An instance of the CharEncoding class maintains information on on a particular mapping for encoding a subset of Unicode characters to 8-bit bytes. An example of such mappings is iso-8859-1, which is the well known western european byte encoding, of which USASCII is a subset.
inherits
State supers: State, Constants, Conditions, CharacterEncoding
variables
Currently known encodings.
methods
ByteArray loadBytes int num from String name extension String ext; |
Load num bytes from the file with the name and the extension ext (sans dot). The full path of the file is obtained from the main Bundle.
instance (id) named String name; |
Return the CharEncoding known as the name. This always succeeds, as a CharEncoding reads the resources it needs on demand.
variables
The name of this encoding.
The decoding map.
The encoding map.
The byte map for conversion to lower case within the encoding.

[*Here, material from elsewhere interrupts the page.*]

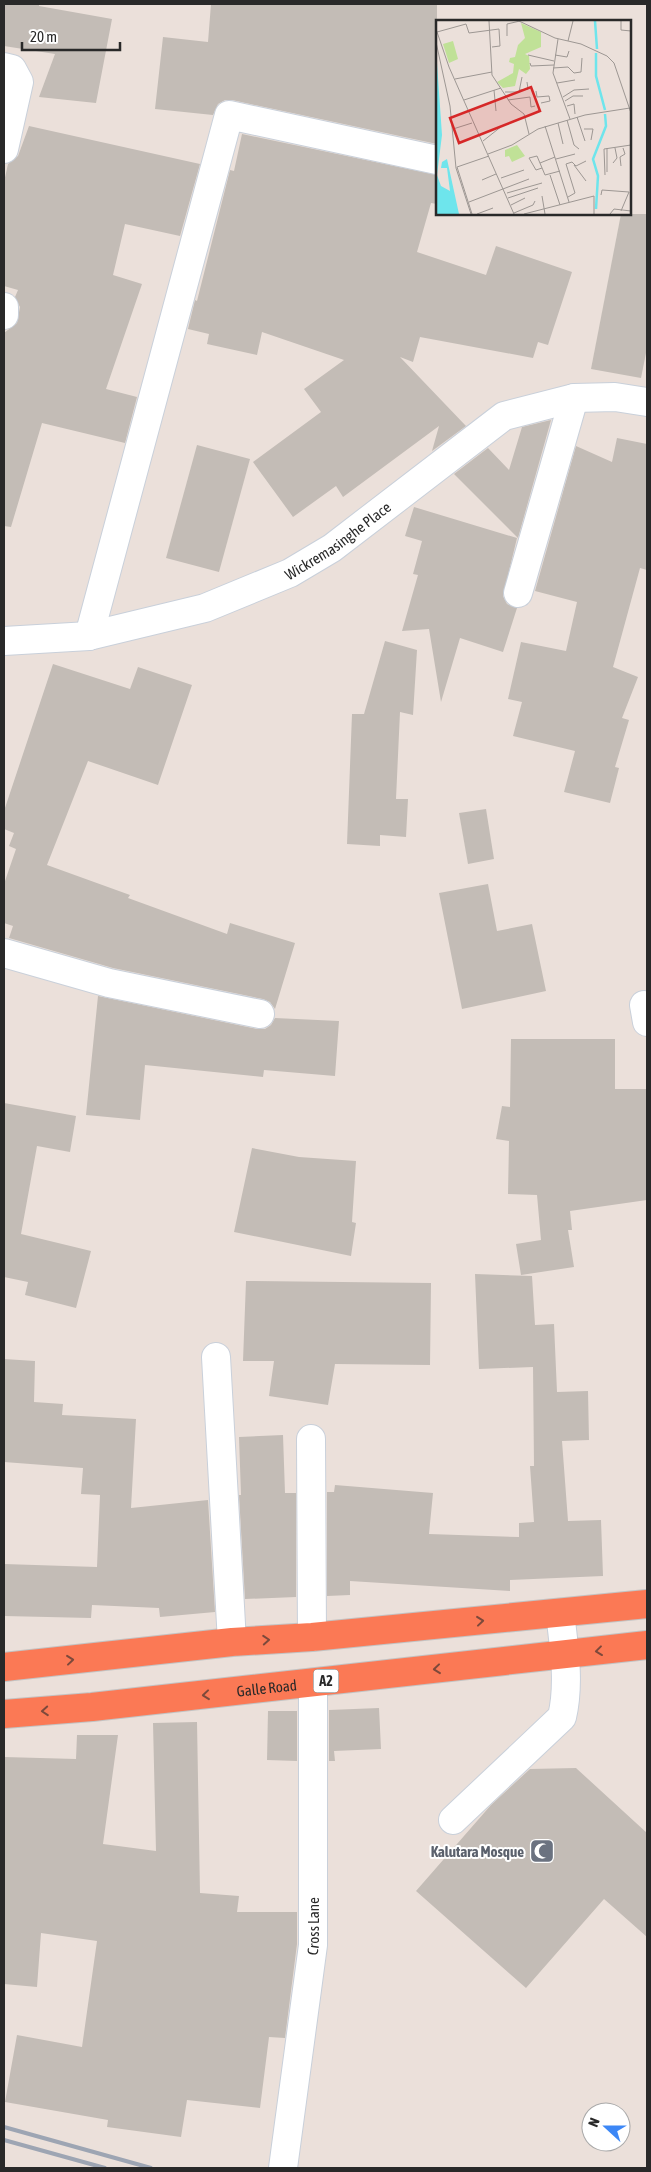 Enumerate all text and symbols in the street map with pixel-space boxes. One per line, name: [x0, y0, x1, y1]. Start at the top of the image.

The byte map for conversion to upper case within the encoding.
The byte map for conversion to title case within the encoding.
The bitmap for testing whether a byte is a digit.
The bitmap for testing whether a byte is a letter.
The bitmap for testing whether a byte is lower case.
The bitmap for testing whether a byte is a punctuation character.
Bitmap for space predicate.
The bitmap for testing whether a byte is upper case.
methods
id init String n; |
Designated initializer.
char decode byte b; |
Return the decoded byte b, i.e. the Unicode character corresponding to the byte b in the receiving encoding.
CharArray decoding; |
Return the decoding map, reading it iff necessary.
byte encode char c; |
Return the byte encoding of the character c. If the byte equivalent of the character c does not exist in the receiving encoding, an encoding-condition is signaled, and the byte encoded is the byteValue of the object returned, or 127 if nil is returned.
IntDictionary encoding; |
Return the encoding map, creating it from the decoding map if necessary.
protected ByteArray loadConversion String conversion; |
Load and return the conversion table for the conversion of the receiving encoding.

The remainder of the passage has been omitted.